• _YOUR TASK_
Lines below that hold the word "from" must be copied in full.

• _Data items_
= = = = = = =

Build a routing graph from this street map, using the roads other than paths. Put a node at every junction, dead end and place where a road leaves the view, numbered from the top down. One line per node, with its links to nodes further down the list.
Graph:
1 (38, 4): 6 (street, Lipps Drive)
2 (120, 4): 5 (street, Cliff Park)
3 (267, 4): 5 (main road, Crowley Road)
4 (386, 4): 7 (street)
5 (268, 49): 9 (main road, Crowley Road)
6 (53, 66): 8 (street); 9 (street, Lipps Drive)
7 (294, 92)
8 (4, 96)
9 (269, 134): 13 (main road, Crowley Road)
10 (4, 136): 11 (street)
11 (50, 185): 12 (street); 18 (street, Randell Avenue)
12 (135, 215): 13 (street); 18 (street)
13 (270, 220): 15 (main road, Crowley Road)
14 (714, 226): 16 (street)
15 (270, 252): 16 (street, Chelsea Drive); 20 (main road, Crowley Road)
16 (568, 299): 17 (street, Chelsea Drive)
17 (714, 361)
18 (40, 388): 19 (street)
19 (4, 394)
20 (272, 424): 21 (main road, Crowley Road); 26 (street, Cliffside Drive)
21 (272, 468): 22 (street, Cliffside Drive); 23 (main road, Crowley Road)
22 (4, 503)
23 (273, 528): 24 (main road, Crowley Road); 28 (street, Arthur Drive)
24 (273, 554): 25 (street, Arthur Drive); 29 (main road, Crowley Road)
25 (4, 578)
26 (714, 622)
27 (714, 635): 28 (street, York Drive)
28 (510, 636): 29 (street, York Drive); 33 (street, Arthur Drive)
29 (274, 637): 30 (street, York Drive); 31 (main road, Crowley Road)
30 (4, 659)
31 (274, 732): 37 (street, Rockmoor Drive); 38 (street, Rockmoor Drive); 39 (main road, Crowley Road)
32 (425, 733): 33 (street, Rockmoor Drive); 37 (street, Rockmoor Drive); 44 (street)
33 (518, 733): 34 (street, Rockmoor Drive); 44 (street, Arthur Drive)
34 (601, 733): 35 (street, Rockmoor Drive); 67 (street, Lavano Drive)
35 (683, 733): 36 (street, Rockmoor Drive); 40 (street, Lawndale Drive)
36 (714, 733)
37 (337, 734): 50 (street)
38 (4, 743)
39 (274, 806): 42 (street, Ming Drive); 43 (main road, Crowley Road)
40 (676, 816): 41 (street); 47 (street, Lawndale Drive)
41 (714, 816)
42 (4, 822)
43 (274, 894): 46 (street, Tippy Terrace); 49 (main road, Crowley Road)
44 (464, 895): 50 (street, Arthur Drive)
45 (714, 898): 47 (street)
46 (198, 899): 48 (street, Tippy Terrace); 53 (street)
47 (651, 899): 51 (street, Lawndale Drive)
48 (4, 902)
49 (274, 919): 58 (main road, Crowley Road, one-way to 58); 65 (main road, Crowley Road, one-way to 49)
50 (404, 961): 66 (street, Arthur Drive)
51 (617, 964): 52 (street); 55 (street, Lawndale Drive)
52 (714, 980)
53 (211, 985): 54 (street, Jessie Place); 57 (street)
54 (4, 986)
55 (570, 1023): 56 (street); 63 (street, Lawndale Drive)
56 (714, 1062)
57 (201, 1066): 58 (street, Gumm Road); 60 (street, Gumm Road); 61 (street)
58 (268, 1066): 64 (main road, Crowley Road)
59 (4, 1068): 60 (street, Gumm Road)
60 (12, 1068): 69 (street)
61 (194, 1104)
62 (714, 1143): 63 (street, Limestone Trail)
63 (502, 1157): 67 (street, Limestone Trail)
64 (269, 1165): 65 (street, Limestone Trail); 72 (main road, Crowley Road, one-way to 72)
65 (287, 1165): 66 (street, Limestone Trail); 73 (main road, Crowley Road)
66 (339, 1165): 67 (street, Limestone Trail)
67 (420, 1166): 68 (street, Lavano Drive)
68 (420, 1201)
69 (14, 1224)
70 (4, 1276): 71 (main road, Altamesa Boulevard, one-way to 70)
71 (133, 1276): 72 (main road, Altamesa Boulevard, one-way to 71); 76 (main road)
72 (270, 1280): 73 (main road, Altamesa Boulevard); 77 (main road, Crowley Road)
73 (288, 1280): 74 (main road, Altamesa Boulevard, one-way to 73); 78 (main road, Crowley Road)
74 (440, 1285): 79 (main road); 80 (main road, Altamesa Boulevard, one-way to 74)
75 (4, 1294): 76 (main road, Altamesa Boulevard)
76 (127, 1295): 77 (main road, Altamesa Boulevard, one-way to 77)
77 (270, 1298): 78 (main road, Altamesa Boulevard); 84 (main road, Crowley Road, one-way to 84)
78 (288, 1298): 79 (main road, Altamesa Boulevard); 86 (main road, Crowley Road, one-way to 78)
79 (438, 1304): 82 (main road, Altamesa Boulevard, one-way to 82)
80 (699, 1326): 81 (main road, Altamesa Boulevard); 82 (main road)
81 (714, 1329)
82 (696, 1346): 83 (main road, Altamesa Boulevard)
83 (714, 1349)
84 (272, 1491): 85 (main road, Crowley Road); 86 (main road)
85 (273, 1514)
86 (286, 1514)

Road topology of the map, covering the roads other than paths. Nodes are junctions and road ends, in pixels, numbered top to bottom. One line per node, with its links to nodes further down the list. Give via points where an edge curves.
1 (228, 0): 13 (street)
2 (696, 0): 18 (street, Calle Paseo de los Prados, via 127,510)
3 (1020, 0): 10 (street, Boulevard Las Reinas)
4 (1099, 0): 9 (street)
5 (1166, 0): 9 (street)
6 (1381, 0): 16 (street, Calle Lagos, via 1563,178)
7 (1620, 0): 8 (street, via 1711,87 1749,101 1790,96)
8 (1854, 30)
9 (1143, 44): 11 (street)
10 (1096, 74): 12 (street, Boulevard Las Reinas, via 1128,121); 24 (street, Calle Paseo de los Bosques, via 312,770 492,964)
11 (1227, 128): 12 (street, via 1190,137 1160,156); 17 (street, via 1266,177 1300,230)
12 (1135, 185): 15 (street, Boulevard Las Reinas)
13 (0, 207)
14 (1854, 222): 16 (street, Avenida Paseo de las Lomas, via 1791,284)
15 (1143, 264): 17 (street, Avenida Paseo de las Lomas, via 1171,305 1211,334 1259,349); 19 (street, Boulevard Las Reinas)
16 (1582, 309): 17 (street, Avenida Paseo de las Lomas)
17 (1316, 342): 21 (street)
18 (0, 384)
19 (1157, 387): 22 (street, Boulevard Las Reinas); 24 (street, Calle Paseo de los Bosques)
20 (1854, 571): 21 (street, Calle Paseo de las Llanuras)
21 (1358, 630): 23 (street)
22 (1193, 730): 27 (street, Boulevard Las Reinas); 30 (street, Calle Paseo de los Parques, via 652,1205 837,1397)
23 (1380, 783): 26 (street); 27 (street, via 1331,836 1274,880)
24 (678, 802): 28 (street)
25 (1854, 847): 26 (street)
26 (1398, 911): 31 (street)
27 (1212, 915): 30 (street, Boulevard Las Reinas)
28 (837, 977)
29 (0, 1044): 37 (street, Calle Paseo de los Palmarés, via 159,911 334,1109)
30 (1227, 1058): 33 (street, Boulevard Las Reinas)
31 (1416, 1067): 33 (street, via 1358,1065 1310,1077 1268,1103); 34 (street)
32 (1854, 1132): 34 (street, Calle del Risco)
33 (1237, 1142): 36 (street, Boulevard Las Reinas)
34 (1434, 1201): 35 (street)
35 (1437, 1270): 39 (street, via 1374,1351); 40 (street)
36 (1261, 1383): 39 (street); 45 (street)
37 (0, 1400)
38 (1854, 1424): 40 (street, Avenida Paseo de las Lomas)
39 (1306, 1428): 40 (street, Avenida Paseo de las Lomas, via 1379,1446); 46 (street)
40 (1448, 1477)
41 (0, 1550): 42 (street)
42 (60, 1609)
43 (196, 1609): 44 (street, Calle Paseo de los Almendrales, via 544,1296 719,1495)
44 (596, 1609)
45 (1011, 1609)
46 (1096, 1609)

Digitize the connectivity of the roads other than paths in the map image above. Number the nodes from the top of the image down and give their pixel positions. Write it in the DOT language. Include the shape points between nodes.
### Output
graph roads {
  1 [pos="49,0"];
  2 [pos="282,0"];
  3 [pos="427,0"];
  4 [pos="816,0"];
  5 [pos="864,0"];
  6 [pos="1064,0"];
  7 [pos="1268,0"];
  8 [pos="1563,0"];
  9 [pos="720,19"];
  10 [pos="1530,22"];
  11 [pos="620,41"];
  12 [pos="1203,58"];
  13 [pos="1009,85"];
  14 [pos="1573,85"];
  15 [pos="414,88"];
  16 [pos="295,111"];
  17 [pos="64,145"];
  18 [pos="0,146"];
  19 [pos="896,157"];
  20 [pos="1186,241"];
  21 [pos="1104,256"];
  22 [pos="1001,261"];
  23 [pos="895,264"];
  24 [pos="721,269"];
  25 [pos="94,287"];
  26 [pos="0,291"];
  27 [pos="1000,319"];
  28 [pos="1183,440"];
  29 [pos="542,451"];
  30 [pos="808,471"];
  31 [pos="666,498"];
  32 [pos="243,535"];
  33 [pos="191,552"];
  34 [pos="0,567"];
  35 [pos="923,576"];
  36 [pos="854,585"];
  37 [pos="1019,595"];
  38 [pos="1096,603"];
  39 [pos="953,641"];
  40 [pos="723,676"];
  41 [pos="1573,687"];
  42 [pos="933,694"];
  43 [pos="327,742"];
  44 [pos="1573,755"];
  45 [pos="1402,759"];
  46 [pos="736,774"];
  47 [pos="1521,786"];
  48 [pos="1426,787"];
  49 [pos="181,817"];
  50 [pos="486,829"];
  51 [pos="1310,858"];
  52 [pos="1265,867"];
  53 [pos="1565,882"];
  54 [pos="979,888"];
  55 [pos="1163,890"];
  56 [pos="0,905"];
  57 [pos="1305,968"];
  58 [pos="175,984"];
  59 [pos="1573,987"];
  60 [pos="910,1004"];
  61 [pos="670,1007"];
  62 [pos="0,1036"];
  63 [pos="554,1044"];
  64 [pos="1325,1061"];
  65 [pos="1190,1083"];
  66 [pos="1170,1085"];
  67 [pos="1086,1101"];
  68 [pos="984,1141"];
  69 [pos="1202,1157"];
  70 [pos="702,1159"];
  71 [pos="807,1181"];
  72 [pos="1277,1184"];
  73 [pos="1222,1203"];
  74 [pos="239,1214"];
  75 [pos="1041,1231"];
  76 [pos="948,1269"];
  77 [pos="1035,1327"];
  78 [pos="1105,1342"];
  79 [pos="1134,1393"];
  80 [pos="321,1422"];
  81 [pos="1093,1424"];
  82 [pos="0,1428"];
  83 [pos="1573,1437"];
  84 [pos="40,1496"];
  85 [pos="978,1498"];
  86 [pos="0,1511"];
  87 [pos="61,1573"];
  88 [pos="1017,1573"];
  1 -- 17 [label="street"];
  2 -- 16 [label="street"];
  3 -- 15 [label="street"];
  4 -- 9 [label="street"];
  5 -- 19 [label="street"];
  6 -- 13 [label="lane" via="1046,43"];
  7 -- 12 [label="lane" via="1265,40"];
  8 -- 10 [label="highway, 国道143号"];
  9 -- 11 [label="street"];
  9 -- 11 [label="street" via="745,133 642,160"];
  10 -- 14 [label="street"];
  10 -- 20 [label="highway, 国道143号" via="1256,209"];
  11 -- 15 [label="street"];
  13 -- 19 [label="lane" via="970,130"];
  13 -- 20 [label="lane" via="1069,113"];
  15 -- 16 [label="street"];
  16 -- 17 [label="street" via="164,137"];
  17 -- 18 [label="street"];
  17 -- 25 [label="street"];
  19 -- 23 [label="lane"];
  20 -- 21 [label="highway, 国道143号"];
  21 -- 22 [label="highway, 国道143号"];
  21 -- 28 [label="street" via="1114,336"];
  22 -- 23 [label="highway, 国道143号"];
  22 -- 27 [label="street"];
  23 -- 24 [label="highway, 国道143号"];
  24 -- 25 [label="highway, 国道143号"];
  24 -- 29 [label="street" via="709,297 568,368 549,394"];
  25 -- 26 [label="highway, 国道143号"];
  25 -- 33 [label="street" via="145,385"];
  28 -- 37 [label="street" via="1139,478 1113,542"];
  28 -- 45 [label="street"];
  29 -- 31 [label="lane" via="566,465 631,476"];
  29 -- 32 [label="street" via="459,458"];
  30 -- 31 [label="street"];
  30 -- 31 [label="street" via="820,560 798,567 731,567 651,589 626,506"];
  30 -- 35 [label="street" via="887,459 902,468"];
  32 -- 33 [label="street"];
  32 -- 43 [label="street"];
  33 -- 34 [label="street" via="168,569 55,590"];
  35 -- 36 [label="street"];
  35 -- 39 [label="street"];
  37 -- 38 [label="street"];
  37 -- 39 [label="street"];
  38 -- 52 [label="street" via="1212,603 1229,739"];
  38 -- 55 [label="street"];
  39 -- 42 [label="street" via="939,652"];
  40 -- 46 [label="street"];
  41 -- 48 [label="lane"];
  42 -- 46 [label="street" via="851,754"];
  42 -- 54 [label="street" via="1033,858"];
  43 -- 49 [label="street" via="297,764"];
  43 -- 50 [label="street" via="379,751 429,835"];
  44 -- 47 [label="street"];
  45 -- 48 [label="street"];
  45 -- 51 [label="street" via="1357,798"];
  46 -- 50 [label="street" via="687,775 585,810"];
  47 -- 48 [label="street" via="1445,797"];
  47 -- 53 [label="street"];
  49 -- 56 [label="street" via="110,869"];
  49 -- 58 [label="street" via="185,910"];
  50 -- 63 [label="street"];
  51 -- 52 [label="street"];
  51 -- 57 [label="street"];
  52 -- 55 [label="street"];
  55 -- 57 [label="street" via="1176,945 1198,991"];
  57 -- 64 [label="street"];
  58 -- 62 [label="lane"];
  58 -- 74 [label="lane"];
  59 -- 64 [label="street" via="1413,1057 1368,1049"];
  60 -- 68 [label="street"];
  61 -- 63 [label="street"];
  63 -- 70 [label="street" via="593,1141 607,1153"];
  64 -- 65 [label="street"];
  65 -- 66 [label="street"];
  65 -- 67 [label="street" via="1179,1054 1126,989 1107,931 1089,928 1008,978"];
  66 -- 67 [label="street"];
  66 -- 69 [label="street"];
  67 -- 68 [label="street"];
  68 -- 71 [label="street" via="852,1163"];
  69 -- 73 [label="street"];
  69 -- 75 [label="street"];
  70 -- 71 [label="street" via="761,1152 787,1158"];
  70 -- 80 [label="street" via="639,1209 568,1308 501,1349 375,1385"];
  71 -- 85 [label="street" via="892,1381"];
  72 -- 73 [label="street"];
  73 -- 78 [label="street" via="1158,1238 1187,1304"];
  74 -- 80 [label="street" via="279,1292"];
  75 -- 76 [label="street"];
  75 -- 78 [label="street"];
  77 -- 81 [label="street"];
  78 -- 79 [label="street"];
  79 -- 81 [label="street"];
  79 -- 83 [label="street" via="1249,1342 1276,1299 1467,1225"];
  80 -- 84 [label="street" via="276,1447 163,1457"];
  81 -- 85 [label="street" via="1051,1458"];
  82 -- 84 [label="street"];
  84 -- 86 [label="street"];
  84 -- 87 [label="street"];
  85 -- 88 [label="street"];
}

= = = = = = =

• _REPLY TO THE TASK_
Build a routing graph from this street map, using the roads other than paths. Put a node at every junction, dead end and place where a road leaves the view, numbered from the top down. One line per node, with its links to nodes further down the list.
Digitize the connectivity of the roads other than paths in the map image above. Number the nodes from the top of the image down and give their pixel positions. Write it in the DOT language. Include the shape points between nodes.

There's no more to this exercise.